[Opening Listed entries section]

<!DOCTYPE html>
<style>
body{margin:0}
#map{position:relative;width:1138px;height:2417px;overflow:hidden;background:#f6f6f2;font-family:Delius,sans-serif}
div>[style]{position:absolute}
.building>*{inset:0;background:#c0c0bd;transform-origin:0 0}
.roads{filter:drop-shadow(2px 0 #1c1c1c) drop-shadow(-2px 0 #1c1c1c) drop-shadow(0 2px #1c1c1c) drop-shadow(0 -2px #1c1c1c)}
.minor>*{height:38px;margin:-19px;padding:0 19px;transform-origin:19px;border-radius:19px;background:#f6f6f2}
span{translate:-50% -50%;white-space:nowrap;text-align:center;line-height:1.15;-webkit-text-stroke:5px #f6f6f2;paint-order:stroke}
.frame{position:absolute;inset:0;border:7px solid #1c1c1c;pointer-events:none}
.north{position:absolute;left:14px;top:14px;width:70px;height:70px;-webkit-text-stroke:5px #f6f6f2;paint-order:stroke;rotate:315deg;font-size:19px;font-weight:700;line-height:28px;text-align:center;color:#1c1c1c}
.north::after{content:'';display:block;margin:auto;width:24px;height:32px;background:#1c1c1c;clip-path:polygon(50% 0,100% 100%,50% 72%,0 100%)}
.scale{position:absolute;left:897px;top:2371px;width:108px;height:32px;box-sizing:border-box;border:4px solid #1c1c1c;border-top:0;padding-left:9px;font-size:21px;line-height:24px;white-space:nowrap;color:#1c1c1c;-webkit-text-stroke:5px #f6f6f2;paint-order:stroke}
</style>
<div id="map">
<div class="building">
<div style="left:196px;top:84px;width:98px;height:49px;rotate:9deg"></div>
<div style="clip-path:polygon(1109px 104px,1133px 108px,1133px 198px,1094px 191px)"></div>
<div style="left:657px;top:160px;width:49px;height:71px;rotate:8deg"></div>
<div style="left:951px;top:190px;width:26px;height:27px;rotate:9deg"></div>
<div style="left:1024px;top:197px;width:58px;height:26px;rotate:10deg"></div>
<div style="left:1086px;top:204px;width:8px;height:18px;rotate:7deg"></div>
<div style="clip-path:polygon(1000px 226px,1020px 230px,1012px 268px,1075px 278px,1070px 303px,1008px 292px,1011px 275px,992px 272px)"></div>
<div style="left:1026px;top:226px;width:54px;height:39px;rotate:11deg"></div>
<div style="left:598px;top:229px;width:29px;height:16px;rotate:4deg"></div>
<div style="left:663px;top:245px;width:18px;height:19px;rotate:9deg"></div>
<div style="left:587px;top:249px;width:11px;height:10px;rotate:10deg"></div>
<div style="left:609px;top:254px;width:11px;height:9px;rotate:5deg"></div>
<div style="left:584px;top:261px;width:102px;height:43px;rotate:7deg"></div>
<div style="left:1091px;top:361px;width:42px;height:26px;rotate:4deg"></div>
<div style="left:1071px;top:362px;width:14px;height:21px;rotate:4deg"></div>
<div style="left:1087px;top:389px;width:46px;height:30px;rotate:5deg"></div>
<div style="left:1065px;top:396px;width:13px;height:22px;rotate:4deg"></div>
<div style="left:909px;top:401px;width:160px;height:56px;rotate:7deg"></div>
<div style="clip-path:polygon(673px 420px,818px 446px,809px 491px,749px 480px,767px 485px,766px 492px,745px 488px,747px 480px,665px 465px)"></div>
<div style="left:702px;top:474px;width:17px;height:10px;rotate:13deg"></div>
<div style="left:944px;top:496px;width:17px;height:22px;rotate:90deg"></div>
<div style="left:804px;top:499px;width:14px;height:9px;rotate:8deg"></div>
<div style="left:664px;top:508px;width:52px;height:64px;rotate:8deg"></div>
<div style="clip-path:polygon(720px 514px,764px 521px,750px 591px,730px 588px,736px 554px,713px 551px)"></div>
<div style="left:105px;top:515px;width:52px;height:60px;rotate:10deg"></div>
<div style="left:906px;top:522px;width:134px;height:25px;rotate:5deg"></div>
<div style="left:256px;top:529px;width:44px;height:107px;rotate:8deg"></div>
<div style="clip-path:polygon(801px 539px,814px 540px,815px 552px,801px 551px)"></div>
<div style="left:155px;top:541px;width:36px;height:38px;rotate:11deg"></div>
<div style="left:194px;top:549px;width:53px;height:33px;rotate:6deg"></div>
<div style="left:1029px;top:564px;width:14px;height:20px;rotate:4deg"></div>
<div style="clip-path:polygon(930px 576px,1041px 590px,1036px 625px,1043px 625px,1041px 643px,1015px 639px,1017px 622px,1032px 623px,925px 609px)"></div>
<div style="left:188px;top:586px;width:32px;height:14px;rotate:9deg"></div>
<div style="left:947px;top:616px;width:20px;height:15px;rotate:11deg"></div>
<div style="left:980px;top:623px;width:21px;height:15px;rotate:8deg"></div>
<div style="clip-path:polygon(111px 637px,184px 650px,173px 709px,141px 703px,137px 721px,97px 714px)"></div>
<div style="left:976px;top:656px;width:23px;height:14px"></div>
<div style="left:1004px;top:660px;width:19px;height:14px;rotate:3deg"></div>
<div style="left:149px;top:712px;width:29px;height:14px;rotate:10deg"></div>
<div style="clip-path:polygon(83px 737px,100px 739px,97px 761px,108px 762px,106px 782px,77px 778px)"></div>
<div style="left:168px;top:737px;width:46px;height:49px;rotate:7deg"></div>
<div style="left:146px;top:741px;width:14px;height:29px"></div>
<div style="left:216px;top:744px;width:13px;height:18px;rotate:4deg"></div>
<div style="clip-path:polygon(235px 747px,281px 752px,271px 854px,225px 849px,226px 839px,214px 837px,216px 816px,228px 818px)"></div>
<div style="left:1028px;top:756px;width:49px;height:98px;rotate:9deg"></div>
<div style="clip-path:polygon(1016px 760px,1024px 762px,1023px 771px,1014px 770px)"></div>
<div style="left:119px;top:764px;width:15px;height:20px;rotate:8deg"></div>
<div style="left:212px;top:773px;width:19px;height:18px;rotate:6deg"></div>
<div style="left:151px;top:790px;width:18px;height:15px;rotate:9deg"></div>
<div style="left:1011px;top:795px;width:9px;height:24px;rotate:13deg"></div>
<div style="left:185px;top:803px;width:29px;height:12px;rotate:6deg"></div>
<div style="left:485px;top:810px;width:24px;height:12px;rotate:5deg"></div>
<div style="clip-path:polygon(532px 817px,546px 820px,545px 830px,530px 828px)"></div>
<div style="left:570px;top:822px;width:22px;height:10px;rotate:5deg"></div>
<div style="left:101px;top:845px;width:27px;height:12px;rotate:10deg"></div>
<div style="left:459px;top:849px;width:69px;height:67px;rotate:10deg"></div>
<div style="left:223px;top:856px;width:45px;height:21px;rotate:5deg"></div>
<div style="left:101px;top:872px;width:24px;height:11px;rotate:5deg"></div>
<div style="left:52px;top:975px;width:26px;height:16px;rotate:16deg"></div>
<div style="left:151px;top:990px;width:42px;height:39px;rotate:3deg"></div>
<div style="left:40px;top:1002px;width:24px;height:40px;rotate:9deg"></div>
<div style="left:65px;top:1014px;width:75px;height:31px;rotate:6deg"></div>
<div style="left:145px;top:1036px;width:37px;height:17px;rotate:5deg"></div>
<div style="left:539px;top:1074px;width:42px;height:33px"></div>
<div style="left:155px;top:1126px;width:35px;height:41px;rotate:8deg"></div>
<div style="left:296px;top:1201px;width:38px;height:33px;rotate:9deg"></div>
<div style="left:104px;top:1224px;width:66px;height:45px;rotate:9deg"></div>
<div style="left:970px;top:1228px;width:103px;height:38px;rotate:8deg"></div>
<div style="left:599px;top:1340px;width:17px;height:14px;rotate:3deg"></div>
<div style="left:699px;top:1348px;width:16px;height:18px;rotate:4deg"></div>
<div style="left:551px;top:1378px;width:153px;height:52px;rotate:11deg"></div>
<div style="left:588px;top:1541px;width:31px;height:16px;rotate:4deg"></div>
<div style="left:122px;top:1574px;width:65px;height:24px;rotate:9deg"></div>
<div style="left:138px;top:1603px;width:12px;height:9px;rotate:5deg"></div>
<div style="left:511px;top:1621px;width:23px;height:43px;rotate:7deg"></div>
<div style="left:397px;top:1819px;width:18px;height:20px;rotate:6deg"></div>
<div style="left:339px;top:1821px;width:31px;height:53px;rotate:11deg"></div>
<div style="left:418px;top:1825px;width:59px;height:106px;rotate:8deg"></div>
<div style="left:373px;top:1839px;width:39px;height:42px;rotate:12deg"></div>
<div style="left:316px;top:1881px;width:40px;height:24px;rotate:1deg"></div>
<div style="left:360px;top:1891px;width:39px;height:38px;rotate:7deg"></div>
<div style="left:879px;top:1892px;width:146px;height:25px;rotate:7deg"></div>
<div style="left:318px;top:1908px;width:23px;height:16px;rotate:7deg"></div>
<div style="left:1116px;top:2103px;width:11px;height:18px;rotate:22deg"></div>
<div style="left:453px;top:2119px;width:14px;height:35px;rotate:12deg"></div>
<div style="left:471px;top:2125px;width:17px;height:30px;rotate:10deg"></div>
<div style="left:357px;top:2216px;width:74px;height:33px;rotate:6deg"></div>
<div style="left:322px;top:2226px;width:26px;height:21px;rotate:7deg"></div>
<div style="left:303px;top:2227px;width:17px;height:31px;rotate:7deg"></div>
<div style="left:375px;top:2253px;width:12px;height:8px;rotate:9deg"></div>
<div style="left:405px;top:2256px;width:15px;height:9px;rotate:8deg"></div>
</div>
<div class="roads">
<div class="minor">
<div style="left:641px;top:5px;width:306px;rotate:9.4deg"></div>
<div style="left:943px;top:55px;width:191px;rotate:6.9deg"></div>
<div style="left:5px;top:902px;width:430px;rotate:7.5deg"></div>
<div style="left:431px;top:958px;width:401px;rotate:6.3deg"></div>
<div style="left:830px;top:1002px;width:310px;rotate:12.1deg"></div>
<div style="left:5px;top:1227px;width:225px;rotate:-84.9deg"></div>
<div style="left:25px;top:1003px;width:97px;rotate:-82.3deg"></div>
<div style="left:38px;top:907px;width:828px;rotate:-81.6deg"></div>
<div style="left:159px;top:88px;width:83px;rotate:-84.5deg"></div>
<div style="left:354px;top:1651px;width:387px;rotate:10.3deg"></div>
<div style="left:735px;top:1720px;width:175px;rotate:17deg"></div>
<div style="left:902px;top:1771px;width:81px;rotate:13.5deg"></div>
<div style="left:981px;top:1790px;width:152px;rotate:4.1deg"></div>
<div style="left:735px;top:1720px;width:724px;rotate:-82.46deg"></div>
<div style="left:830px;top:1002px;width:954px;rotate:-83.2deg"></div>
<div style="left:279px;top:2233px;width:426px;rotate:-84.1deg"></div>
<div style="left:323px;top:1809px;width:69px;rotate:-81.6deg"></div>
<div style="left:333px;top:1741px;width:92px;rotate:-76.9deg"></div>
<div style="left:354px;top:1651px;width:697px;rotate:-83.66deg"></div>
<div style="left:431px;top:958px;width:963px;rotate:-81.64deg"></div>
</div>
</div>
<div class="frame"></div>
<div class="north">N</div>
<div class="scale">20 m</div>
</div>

[Closing Listed entries section]

Directions: Word for word, reproduce the lines of the listing from the first one through the line containing "0 #1c1c1c) drop-shadow(-2px", and no more.

Your response:
<!DOCTYPE html>
<style>
body{margin:0}
#map{position:relative;width:1138px;height:2417px;overflow:hidden;background:#f6f6f2;font-family:Delius,sans-serif}
div>[style]{position:absolute}
.building>*{inset:0;background:#c0c0bd;transform-origin:0 0}
.roads{filter:drop-shadow(2px 0 #1c1c1c) drop-shadow(-2px 0 #1c1c1c) drop-shadow(0 2px #1c1c1c) drop-shadow(0 -2px #1c1c1c)}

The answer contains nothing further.